Las penas son un mal que impone el Estado por la comisión de un delito. Expresan el reproche social hacia el delito y su autor, a través, principalmente hoy, de su privación de libertad. Si su imposición sirve además para evitar nuevos delitos es dudoso. Su capacidad para “enmendar” delincuentes solo muestra resultados generales alentadores respecto de infractores juveniles, mientras que su efecto disuasivo depende del tipo de delito, siendo prácticamente nulo respecto de crímenes pasionales, como lo muestra la recurrencia del femicidio, delito cuyos autores con cierta frecuencia incluso atentan contra su propia vida luego de cometerlo. Así las cosas, el único efecto preventivo claro de las penas de cárcel sería el propio de “sacar de circulación” por un tiempo a quien, se cree, podría volver a cometer un delito (supuesto que no delinca estando preso, y asumiendo para el futuro las consecuencias criminógenas del encierro). En lo demás, la imposición de penas de cárcel básicamente satisface una demanda de justicia de la sociedad, particularmente de las víctimas. Nada de esto es, por cierto, desdeñable, pero poco tiene que ver con la idea de que penas más altas reducen el número de delitos. Adicionalmente, se sabe que, si algún efecto disuasivo tiene el derecho penal, este se basa más en la efectiva persecución y castigo de los delitos que en lo que diga la ley. La sola magnitud de las penas conminadas por la ley no es determinante al respecto, de modo que convendría más invertir (literalmente) en dicha efectividad, en prevención y en remover factores sociales que favorecen la delincuencia, en vez del mero gesto simbólico (que no requiere inversión) de endurecer los marcos penales.

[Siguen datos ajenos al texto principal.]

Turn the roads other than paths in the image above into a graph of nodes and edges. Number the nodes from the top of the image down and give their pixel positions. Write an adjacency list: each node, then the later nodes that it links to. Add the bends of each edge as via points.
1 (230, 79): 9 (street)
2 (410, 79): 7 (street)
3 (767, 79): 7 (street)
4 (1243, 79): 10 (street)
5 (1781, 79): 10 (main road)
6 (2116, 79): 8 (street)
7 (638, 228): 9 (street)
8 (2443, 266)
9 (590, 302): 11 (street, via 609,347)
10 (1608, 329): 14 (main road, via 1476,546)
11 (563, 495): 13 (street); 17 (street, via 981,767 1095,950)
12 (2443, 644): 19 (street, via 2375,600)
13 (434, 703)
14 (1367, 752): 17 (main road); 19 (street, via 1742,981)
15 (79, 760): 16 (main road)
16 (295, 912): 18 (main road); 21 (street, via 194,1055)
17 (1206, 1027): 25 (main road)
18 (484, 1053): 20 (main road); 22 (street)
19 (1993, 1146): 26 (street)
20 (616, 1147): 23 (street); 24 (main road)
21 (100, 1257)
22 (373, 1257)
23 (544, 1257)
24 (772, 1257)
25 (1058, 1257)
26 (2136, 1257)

Como en las circunstancias actuales el argumento no se librará de la acusación de buenismo y “falta de calle”, a pesar de su carácter estrictamente utilitarista y de la deliberada omisión de razones de principio contra el aumento general de penas, conviene aterrizar el debate en la situación en Chile hoy, destacando que luego de años de aumentos sucesivos de las penas y de restricciones crecientes a las facultades judiciales para reducirlas y sustituirlas, la delincuencia no solo no ha disminuido, sino que se está agotando el margen para aumentos adicionales.

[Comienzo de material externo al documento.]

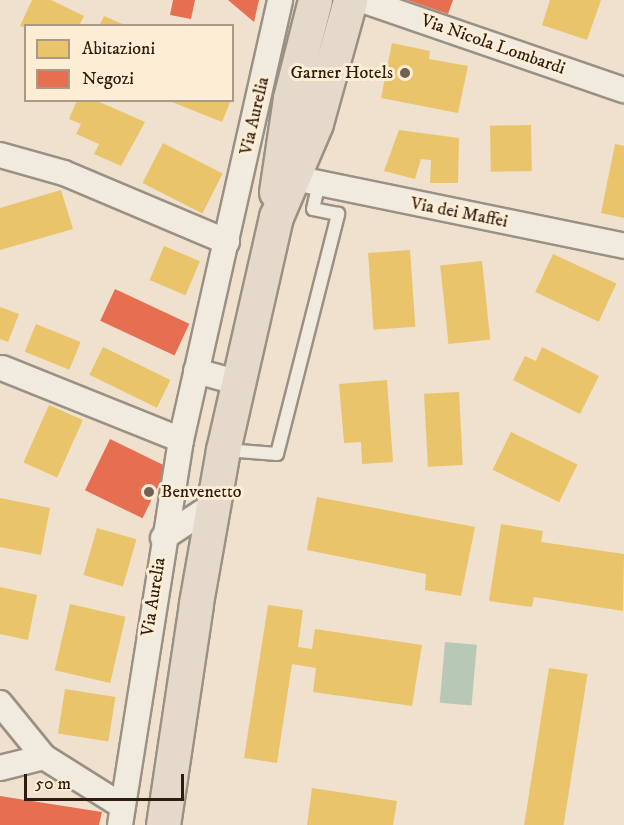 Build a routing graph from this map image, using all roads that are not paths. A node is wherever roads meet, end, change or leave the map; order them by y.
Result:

Por cierto, hay ámbitos en los que las penas pueden parecer bajas, pero, en rigor, eso no se puede decir de los delitos más graves que encienden el debate. Considérese, por ejemplo, el caso del robo con homicidio, con una pena mínima de 15 años y un día que no puede reducirse por atenuantes, pena mínima que se eleva a presidio perpetuo en caso de condena previa por delito “de la misma especie”, aunque haya sido mucho menos grave, y con una pena máxima de presidio perpetuo calificado, pena que es pena única en caso de nueva condena en que se reconozca reincidencia. Teóricamente se puede subir aún más la pena, hasta el límite máximo legal, pero a costa de no poder distinguir entre distintos supuestos del mismo delito ni, sobre todo, hacer diferencias con posibles situaciones más graves (múltiples robos con homicidio, crímenes de lesa humanidad, etc.). Y, por racionalidad elemental, esta limitación respecto de los delitos más graves impide aumentar las penas a los delitos menos graves al punto de equipararlas con las de aquellos. De este modo, el gran argumento contra aumentos adicionales de penas, más que su ineficacia comprobada, parece ser la falta de respuesta plausible a la pregunta ¿y después qué?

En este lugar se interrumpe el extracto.